In Rowayton A Fairytale Home Comes To Life




NORWALK — At 18, Anne Law dreamed of purchasing an old farmhouse she could renovate, repurpose and fill with art and a family.

A decade later, in 1961, she and her husband Peter got to work on that dream, purchasing the secluded, 3/4 acre property at 19 Jacob St. in Rowayton. Now, after 55 years of renovations and memories, the property is back on the market for $899,000 through realtor Gwen Alexis at Halstead Connecticut’s Darien office. Law, a lifelong artist, sculptor and beloved Rowaytonite, died last winter at 85, and now her husband and children are preparing to give up the home they grew up in.

“This place is really special,” Alexis said. “It was more than a house, it was a way of life.”


In the crowded peninsula of Rowayton, the secluded property, complete with 24 raised garden beds, is a rarity. Previously a carriage house for the Victorian next door, the home had functioned as a barn and needed some serious TLC when the Law’s purchased it. But that’s exactly what Anne was looking for.

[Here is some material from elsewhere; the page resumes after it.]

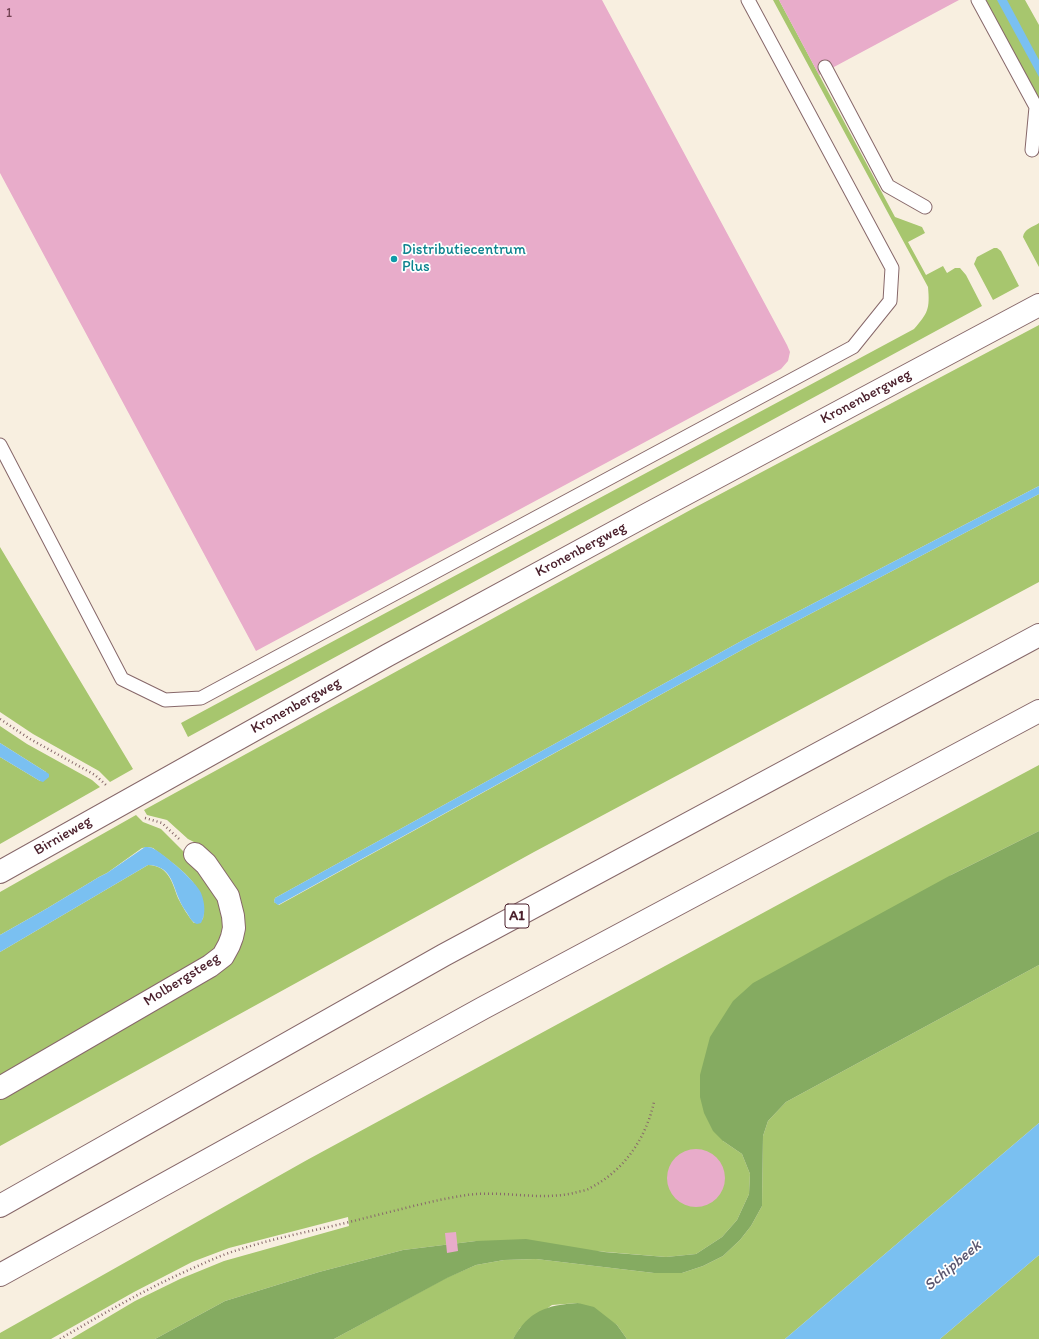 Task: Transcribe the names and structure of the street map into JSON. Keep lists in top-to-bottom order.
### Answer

“Together they sanded, stuccoed, painted and repainted,” said Anthony Law, the youngest Law child, who was yet to be born when the family first purchased the home.

Jenny Law, the second eldest Law sibling, was old enough to remember the home in its original state, back when the gardens were overgrown and the house still smelled of horses.

“I do recall seeing the hillside, where all those terraced beds are now, be transformed shovel full by shovel full from a grown-over mess of bramble into the paradise it is now,” Jenny Law said. “I remember my mother uncovering an endless mound of oyster shells. (Neighbor) Mary Cohn said it was probably a former site of a Native American settlement. When I did some research for a school project years later on the history of Rowayton … I found information of that exact thing, mounds of oyster shells being a sign of a settlement. So, I think the ground is sacred.”

Off the backside of the home, an arbor covered in grapevines has been there since before the Law family purchased the property. In the ‘60s, they added a patio made from bricks stolen in batches loaded into the back of a Volkswagen bus from the old Norwalk High School.

“I remember she would take us there and we had to load up the bricks … to her, everything could be repurposed,” Anthony Law said.

Off the patio is the front door, arched and only accessible with the original skeleton key. Inside, the wide planked pine floors were uncovered in one of Anne and Peter’s first home improvement projects, sanding through layers and layers of colored paint.

“When my parents first bought the house the first thing they did was sand the floors,” Jenny Law said. “The ones that are still in the living room and dining room, with small electric hand sanders, a huge job, and my mother was very pregnant with Hilary, and it reeked of horses for weeks.”

Walls have been removed to open up the home, creating a large living room, dining room and kitchen. In the dining room, a mural by artist Wendy Williams covers one wall, and in the kitchen, the cabinets are made from the original barnwood from the outside of the home. The Law’s stripped the wood and repurposed it, adding character to the kitchen that overlooks the enchanting gardens.

Upstairs, four bedrooms make up the living area. In the master bedroom — once two bedrooms before the children moved out — Anne Law commissioned New York artist Paul Colucci to design the closet doors, a stunning carved wood with Aztec influences.

“The house was always filled with art,” Anthony Law said. “It’s private. It’s peaceful. It is an oasis … this house is really more a member of the family.”

Turning to his 89-year-old father, Peter, he added, “It’s the home you and mom created.”

And though Peter, Anthony and his three sisters still love the home, filled to the brim with memories, they said it’s time for someone new to enjoy it as much as they did.

“You just hope someone recognizes how special this place is instead of bulldozing it,” Anthony Law said. “I think it really does mean a lot to us that it finds the right owner.”

Alexis, who also lives in Rowayton and knew Anne Law well, said she’s working hard to find the perfect buyer.

“I’d love to see it go to a young family,” Alexis said. “This is a fairytale house.”